Conservatives Learned the Lesson of the 2017 Election

Boris Johnson focused on “getting Brexit done” and won.

Boris Johnson
British foreign secretary Boris Johnson answers questions from reporters at the Human Rights Council in Geneva, Switzerland, June 18, 2018 (UN/Jean-Marc Ferré)

Britain’s Conservative Party learned the lesson of the 2017 election, when then-Prime Minister Theresa May lost her majority on the back of some rather limp campaigning.

This year, under the more charismatic, if perhaps less reliable, Boris Johnson, the Conservatives have been in an optimistic mood, emphasizing hoped-for possibilities of economic, political and social renewal after Brexit.

The mantra of their campaign was to “get Brexit done” after three years of back-and-forth negotiations with the EU. The calculation was that this would appeal to working-class Labour voters in constituences that want to leave the EU. The exit poll released by the three major broadcasters after polling places closed on Thursday night appears to bear this out.

Labour’s weakness

The Conservatives also benefited from the weakness of their opponents.

Labour Party leader Jeremy Corbyn has been somewhere between publicly neutral and downright confused on the issue of Brexit. My associate Dr Christopher Fear has argued this played into the Conservatives’ hands: with a majority, the Conservatives should be able to implement the withdrawal agreement Johnson negotiated with the EU.

The Labour leader’s prevarications on Brexit go hand in hand with his reputation for sympathizing with historical enemies of Britain, such as Argentina and the IRA, and his party’s adoption of woke positions on issues that appeal to younger, cosmopolitan voters, who might otherwise have voted Liberal Democrat, but which leave its traditional, socially more conservative working-class supporters cold.

Perhaps most damaging has been Labour’s lurch to the left. The party’s manifesto promises to expand the state into nearly every aspect of people’s lives along with very ambitious spending plans to the tune of nearly £100 billion.

This may have gained support among radicals previously voting fringe parties like the Socialist Workers, but it has not endeared them to centrists, many of whom have been purged from the party and decried as “Red Tories” by Corbyn loyalists.

Other parties

Another factor in the Conservatives’ favor was Nigel Farage’s decision to stand down Brexit Party candidates in constituencies that voted to leave the EU in the 2016 referendum. That left socially conservative working-class voters with no alternative.

The Liberal Democrats may have been able to hoover up moderate Labour voters and Conservative “remainers”, however, their reputation remains tarnished on the left due to the 2010-15 coalition with the Conservatives, then led by David Cameron.

Scotland

The SNP and Scotland offer a different angle again.
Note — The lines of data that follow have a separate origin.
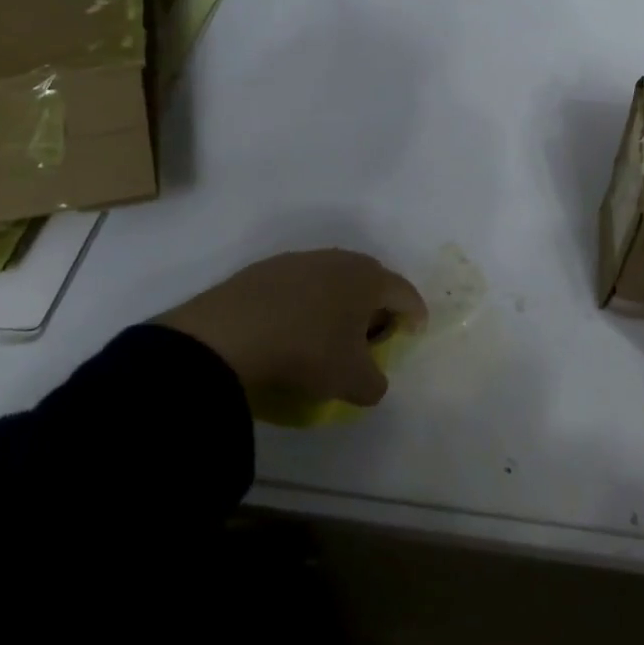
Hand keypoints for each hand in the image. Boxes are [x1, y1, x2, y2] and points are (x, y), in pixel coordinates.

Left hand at [155, 249, 425, 407]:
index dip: (416, 315)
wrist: (227, 334)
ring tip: (330, 331)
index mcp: (370, 280)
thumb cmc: (307, 351)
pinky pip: (300, 285)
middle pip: (372, 280)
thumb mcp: (351, 381)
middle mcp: (341, 260)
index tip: (413, 334)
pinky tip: (292, 327)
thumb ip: (375, 384)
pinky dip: (306, 302)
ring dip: (340, 302)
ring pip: (334, 279)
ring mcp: (301, 260)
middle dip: (378, 306)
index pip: (406, 293)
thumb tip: (373, 382)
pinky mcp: (266, 269)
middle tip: (373, 334)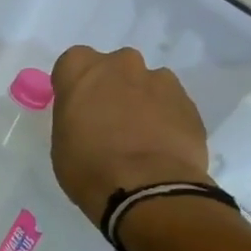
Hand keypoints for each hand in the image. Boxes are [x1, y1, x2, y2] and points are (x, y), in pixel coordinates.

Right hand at [49, 45, 210, 217]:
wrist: (148, 189)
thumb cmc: (89, 167)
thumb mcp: (62, 142)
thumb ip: (74, 117)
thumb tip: (90, 118)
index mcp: (82, 71)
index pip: (73, 61)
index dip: (75, 84)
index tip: (76, 106)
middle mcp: (122, 65)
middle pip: (114, 67)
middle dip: (111, 87)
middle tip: (108, 120)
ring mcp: (160, 81)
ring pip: (146, 83)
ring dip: (141, 101)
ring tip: (139, 137)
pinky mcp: (189, 103)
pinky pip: (170, 104)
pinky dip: (164, 118)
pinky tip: (159, 146)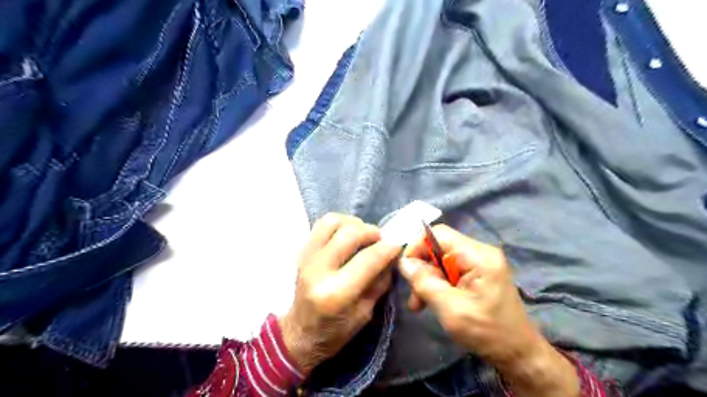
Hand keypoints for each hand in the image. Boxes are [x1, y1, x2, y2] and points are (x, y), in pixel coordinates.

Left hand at [281, 214, 402, 374]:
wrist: (300, 334)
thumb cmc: (336, 331)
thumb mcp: (367, 312)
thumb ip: (380, 280)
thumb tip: (392, 254)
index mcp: (336, 294)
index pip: (369, 259)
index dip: (389, 247)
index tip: (398, 244)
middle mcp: (318, 270)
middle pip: (350, 234)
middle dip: (372, 232)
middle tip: (381, 240)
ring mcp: (306, 258)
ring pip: (333, 221)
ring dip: (354, 224)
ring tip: (363, 235)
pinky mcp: (302, 251)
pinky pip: (322, 224)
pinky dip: (340, 223)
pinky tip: (348, 234)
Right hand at [401, 225, 576, 396]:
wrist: (518, 354)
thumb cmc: (488, 332)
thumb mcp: (451, 310)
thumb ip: (425, 283)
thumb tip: (403, 262)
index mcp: (479, 256)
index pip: (440, 234)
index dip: (418, 246)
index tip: (405, 269)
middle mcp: (480, 252)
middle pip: (438, 248)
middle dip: (422, 270)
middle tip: (414, 296)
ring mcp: (479, 263)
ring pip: (440, 261)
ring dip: (427, 280)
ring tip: (419, 304)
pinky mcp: (477, 274)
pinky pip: (448, 271)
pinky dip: (437, 284)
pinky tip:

The Scottish National Party are opposed to Brexit but in favor of splitting the country from the United Kingdom. The exit poll predicts they will win nearly all the 59 seats in Scotland, but the overall result could still be a disappointment. Had the Conservatives remained in the minority, the SNP might have been able to negotiate a second independence referendum in return for propping up a Labour government. Now it looks like they will be dominant north of the border but without leverage in Westminster.